[[ Task inputs open ]]
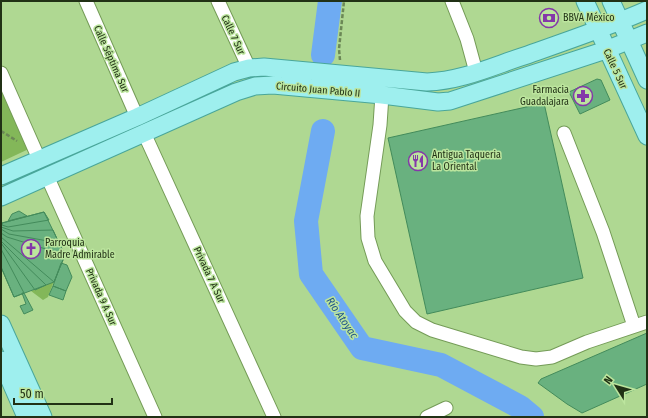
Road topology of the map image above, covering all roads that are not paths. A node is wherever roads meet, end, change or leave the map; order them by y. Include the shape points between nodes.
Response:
1 (86, 1) edge
2 (218, 1) edge
3 (452, 1) edge
4 (584, 1) edge
5 (611, 1) edge
6 (647, 10) edge
7 (620, 22) junction
8 (597, 30) junction
9 (647, 33) edge
10 (629, 41) junction
11 (606, 50) junction
12 (249, 68) junction
13 (476, 72) junction
14 (1, 73) edge
15 (647, 80) edge
16 (382, 95) junction
17 (137, 117) junction
18 (144, 133) junction
19 (564, 133) dead end
20 (647, 136) edge
21 (39, 159) junction
22 (1, 176) edge
23 (47, 176) junction
24 (1, 197) edge
25 (642, 323) edge
26 (1, 324) edge
27 (1, 360) edge
28 (446, 408) dead end
29 (26, 417) edge
30 (43, 417) edge
31 (155, 417) edge
32 (274, 417) edge
33 (426, 417) edge

1 - 17 street, Calle Séptima Sur
2 - 12 street, Calle 7 Sur
3 - 13 street via 467,39
4 - 8 main road, Calle 5 Sur
5 - 7 main road
6 - 7 main road, Circuito Juan Pablo II
7 - 8 main road, Circuito Juan Pablo II
7 - 10 main road
8 - 11 main road, Calle 5 Sur
8 - 13 main road, Circuito Juan Pablo II
9 - 10 main road, Circuito Juan Pablo II
10 - 11 main road, Circuito Juan Pablo II
10 - 15 main road
11 - 16 main road, Circuito Juan Pablo II via 450,101 438,102
11 - 20 main road, Calle 5 Sur
12 - 13 main road, Circuito Juan Pablo II via 264,67 427,82 442,81
12 - 17 main road, Circuito Juan Pablo II via 234,72
14 - 21 street
16 - 18 main road, Circuito Juan Pablo II via 273,85 255,86
16 - 25 street via 367,216 368,238 375,261 405,311 416,322 432,330 521,357 536,359 552,357
17 - 21 main road, Circuito Juan Pablo II
18 - 23 main road, Circuito Juan Pablo II
18 - 32 street, Privada 7 A Sur
19 - 25 street via 602,232
21 - 22 main road, Circuito Juan Pablo II
23 - 24 main road, Circuito Juan Pablo II
23 - 31 street, Privada 9 A Sur
26 - 30 main road
27 - 29 main road
28 - 33 street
[[ Task inputs closed ]]
= What the task asks =
Set down the records again exactly as they appear, leaving each picture behind.

= Written reply =
Road topology of the map image above, covering all roads that are not paths. A node is wherever roads meet, end, change or leave the map; order them by y. Include the shape points between nodes.
Response:
1 (86, 1) edge
2 (218, 1) edge
3 (452, 1) edge
4 (584, 1) edge
5 (611, 1) edge
6 (647, 10) edge
7 (620, 22) junction
8 (597, 30) junction
9 (647, 33) edge
10 (629, 41) junction
11 (606, 50) junction
12 (249, 68) junction
13 (476, 72) junction
14 (1, 73) edge
15 (647, 80) edge
16 (382, 95) junction
17 (137, 117) junction
18 (144, 133) junction
19 (564, 133) dead end
20 (647, 136) edge
21 (39, 159) junction
22 (1, 176) edge
23 (47, 176) junction
24 (1, 197) edge
25 (642, 323) edge
26 (1, 324) edge
27 (1, 360) edge
28 (446, 408) dead end
29 (26, 417) edge
30 (43, 417) edge
31 (155, 417) edge
32 (274, 417) edge
33 (426, 417) edge

1 - 17 street, Calle Séptima Sur
2 - 12 street, Calle 7 Sur
3 - 13 street via 467,39
4 - 8 main road, Calle 5 Sur
5 - 7 main road
6 - 7 main road, Circuito Juan Pablo II
7 - 8 main road, Circuito Juan Pablo II
7 - 10 main road
8 - 11 main road, Calle 5 Sur
8 - 13 main road, Circuito Juan Pablo II
9 - 10 main road, Circuito Juan Pablo II
10 - 11 main road, Circuito Juan Pablo II
10 - 15 main road
11 - 16 main road, Circuito Juan Pablo II via 450,101 438,102
11 - 20 main road, Calle 5 Sur
12 - 13 main road, Circuito Juan Pablo II via 264,67 427,82 442,81
12 - 17 main road, Circuito Juan Pablo II via 234,72
14 - 21 street
16 - 18 main road, Circuito Juan Pablo II via 273,85 255,86
16 - 25 street via 367,216 368,238 375,261 405,311 416,322 432,330 521,357 536,359 552,357
17 - 21 main road, Circuito Juan Pablo II
18 - 23 main road, Circuito Juan Pablo II
18 - 32 street, Privada 7 A Sur
19 - 25 street via 602,232
21 - 22 main road, Circuito Juan Pablo II
23 - 24 main road, Circuito Juan Pablo II
23 - 31 street, Privada 9 A Sur
26 - 30 main road
27 - 29 main road
28 - 33 street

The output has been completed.